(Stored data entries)
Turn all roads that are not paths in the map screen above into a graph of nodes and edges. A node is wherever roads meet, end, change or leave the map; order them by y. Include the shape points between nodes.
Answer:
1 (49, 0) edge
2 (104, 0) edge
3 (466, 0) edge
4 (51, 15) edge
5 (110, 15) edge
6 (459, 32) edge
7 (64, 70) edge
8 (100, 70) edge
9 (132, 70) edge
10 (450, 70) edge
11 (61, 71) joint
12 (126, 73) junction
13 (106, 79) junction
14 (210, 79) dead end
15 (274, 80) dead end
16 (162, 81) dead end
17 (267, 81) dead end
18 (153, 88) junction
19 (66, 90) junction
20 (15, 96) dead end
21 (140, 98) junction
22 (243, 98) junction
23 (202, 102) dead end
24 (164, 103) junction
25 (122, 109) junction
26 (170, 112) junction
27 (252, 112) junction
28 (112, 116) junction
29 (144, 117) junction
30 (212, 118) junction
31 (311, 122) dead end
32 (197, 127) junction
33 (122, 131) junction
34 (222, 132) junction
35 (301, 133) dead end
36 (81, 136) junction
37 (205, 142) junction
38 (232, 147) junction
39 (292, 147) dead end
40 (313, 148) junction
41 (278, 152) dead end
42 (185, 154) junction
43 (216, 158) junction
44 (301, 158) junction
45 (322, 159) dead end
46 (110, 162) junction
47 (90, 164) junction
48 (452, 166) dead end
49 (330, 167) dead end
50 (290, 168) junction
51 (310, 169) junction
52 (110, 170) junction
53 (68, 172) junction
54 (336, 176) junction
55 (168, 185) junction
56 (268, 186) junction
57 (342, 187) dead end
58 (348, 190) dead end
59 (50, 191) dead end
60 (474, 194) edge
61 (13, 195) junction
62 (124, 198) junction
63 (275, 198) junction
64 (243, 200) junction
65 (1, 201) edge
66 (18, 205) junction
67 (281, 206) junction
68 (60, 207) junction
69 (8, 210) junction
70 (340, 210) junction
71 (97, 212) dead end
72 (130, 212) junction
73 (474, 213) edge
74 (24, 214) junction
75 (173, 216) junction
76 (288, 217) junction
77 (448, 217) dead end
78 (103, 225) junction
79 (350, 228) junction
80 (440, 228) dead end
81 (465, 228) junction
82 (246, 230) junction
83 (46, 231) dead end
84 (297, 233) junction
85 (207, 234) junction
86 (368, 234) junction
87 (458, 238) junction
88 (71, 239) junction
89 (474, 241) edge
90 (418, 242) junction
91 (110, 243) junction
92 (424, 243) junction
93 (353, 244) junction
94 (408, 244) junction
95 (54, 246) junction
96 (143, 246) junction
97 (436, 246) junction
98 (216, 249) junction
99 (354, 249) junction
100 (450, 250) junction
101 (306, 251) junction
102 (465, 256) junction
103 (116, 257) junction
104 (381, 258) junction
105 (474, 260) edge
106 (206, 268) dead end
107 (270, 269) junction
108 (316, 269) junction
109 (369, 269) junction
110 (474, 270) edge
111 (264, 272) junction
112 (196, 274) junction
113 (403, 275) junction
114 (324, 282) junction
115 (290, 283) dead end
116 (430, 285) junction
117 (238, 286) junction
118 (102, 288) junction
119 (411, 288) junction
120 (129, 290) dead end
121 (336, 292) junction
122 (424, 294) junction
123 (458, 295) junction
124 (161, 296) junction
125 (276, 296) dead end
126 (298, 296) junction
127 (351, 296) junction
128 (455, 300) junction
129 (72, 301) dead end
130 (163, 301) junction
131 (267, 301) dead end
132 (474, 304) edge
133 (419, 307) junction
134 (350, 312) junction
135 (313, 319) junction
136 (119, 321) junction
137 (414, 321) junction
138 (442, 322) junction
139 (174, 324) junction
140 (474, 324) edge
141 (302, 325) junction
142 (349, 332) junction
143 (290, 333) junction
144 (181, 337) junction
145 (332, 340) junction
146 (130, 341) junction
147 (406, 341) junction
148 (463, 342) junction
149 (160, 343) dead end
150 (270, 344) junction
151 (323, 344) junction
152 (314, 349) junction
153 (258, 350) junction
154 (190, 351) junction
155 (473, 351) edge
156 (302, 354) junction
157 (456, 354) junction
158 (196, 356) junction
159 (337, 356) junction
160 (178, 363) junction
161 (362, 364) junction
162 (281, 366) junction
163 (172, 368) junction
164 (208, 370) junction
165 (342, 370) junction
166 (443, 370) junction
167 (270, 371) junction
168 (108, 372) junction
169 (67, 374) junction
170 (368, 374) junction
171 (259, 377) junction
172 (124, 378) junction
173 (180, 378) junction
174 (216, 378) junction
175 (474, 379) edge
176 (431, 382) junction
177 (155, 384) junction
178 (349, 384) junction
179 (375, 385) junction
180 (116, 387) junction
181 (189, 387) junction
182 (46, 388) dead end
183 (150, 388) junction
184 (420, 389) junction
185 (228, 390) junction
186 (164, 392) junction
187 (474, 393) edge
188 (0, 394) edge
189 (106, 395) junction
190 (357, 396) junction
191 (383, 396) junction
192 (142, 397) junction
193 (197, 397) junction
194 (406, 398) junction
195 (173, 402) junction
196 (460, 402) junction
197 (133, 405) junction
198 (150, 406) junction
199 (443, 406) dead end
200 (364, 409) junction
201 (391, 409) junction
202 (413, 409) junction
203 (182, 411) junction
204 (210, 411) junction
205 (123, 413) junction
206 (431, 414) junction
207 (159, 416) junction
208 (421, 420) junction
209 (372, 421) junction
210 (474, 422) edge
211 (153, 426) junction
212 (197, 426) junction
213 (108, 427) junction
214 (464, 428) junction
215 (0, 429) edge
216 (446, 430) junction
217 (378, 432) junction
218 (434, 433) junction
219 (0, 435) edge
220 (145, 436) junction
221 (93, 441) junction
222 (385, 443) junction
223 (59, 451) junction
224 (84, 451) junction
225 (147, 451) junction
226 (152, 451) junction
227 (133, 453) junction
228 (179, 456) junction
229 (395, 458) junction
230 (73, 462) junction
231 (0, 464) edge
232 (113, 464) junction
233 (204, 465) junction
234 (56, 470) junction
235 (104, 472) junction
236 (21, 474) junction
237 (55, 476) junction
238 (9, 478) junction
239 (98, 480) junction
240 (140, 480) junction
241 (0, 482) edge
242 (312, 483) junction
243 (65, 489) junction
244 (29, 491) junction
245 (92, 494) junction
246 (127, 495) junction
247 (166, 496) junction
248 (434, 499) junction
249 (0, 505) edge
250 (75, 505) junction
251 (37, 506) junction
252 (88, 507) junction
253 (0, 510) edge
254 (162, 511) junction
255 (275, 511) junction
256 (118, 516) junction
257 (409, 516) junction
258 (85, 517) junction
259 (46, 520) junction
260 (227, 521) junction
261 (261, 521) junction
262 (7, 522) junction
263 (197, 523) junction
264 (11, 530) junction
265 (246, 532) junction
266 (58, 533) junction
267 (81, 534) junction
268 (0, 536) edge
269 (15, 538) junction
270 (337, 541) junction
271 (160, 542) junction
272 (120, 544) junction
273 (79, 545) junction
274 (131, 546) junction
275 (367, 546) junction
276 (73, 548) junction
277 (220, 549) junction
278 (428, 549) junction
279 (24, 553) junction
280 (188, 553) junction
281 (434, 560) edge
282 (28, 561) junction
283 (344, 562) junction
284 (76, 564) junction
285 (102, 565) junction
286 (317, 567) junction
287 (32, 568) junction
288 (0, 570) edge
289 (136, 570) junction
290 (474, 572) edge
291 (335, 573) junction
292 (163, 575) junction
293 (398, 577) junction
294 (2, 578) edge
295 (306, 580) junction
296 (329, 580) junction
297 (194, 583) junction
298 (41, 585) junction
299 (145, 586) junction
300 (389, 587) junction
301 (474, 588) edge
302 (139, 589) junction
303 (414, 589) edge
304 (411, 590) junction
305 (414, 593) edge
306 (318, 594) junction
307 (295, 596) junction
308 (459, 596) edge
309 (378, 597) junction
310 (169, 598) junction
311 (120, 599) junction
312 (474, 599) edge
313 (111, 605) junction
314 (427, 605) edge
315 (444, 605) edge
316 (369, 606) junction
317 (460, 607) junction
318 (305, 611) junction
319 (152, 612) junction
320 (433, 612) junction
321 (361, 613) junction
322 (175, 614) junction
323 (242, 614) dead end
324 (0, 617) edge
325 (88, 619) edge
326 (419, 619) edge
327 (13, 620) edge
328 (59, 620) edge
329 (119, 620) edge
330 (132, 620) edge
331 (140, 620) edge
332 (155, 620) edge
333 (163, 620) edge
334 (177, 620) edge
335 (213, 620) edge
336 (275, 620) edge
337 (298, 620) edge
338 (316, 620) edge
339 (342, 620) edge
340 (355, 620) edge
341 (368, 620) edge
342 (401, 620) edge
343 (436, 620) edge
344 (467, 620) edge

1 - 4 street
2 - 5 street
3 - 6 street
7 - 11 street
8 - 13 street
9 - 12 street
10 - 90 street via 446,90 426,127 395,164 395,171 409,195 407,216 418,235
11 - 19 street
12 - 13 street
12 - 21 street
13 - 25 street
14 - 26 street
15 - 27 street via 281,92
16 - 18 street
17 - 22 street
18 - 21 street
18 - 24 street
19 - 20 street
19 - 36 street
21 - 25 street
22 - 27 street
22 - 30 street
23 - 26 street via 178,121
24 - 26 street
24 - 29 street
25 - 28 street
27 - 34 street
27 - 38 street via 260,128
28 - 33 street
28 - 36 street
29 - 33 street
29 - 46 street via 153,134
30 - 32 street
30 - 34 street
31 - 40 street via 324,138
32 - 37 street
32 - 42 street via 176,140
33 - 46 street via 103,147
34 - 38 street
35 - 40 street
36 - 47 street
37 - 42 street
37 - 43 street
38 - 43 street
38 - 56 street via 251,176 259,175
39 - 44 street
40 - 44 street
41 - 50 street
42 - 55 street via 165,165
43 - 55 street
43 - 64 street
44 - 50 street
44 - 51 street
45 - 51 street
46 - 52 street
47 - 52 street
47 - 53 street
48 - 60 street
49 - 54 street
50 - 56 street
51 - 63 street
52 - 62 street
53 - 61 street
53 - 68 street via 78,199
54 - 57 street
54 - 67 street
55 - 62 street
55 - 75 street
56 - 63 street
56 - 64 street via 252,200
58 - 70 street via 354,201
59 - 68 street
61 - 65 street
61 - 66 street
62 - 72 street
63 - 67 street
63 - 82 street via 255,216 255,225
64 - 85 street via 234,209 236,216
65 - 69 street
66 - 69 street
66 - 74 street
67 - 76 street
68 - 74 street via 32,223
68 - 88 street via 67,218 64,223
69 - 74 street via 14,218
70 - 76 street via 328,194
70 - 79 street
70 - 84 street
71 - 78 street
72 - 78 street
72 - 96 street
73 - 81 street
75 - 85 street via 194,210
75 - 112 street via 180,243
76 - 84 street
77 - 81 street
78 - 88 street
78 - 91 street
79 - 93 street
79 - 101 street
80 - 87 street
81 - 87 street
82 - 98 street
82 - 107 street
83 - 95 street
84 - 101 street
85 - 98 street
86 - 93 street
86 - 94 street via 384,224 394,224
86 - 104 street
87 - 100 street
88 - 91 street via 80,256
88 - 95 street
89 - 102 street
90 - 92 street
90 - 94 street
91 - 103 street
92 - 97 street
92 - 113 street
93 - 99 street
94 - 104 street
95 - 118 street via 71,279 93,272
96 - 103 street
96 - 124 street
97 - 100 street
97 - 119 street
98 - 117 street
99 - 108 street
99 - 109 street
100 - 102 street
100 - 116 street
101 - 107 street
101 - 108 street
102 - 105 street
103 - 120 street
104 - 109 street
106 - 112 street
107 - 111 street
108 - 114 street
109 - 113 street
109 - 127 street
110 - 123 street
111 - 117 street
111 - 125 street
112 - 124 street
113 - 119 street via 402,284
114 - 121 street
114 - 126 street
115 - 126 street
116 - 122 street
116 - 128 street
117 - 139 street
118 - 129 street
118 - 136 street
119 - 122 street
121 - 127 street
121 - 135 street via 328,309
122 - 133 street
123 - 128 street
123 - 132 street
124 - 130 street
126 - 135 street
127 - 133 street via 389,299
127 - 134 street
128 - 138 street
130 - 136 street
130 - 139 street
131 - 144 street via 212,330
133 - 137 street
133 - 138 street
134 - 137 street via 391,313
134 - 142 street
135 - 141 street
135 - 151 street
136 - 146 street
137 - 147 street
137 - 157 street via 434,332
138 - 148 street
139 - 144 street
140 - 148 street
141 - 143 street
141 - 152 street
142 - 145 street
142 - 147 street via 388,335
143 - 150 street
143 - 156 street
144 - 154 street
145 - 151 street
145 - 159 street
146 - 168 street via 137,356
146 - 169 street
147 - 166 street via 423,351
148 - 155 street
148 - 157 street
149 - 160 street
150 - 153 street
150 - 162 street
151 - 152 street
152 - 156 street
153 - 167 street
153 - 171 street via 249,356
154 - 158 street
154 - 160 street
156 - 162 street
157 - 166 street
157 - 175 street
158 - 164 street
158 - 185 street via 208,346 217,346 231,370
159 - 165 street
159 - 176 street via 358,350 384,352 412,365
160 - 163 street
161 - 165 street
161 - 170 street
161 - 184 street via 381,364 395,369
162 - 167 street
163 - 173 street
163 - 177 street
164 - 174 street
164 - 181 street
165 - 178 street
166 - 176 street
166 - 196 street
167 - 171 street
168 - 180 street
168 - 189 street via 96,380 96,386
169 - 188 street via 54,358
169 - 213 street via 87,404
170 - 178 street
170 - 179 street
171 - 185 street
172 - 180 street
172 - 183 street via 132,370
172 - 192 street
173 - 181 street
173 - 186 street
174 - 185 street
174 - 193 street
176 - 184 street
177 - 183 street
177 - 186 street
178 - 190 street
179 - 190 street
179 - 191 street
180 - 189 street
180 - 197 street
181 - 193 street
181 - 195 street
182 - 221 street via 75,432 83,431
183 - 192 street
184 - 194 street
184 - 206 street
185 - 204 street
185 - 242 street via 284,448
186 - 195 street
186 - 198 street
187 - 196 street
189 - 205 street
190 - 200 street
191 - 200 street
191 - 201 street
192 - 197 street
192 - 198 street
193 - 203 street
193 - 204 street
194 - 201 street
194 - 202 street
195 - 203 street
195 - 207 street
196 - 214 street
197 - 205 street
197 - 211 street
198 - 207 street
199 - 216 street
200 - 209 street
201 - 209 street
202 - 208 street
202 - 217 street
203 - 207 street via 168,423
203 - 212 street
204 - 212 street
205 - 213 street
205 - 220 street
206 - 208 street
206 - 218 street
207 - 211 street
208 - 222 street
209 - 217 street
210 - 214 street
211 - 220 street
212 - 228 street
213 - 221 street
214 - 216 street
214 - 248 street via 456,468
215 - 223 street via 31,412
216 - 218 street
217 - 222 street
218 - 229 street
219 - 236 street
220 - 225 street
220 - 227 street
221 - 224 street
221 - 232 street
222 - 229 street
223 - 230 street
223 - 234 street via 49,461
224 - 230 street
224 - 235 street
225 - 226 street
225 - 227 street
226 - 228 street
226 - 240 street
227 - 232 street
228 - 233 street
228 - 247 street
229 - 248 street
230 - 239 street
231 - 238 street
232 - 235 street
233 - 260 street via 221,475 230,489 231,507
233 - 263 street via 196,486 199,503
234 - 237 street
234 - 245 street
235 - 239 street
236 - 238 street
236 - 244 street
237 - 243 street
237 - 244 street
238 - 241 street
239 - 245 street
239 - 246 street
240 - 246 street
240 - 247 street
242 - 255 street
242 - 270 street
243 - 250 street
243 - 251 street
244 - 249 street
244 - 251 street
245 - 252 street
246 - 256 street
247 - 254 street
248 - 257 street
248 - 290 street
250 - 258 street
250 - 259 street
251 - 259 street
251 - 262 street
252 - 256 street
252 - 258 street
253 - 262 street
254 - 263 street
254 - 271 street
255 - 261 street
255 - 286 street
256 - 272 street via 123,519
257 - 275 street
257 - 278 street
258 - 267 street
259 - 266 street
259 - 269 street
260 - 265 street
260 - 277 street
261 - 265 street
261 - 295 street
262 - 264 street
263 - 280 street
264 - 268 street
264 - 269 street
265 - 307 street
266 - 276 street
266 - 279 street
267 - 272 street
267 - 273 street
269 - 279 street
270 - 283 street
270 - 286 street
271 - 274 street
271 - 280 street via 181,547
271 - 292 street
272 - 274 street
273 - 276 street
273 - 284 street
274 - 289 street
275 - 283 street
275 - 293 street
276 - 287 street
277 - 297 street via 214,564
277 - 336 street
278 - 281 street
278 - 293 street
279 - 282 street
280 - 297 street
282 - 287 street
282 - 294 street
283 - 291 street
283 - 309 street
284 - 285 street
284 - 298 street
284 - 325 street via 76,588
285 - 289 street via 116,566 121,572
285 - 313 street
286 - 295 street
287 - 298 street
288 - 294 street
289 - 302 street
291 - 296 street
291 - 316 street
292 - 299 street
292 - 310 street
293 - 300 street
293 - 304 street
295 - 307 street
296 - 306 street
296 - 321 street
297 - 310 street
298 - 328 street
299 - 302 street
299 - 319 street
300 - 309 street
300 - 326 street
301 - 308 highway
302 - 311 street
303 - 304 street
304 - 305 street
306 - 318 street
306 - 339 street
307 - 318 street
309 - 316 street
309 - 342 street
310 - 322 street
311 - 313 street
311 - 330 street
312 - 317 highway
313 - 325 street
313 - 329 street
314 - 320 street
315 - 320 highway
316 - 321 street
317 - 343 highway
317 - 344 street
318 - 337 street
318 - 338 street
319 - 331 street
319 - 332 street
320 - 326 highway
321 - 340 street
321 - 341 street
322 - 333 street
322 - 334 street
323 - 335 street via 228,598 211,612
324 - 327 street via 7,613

- **What is required**
Only lines with the word "highway" are wanted; pull each of them from the records.

- **Response area**
301 - 308 highway
312 - 317 highway
315 - 320 highway
317 - 343 highway
320 - 326 highway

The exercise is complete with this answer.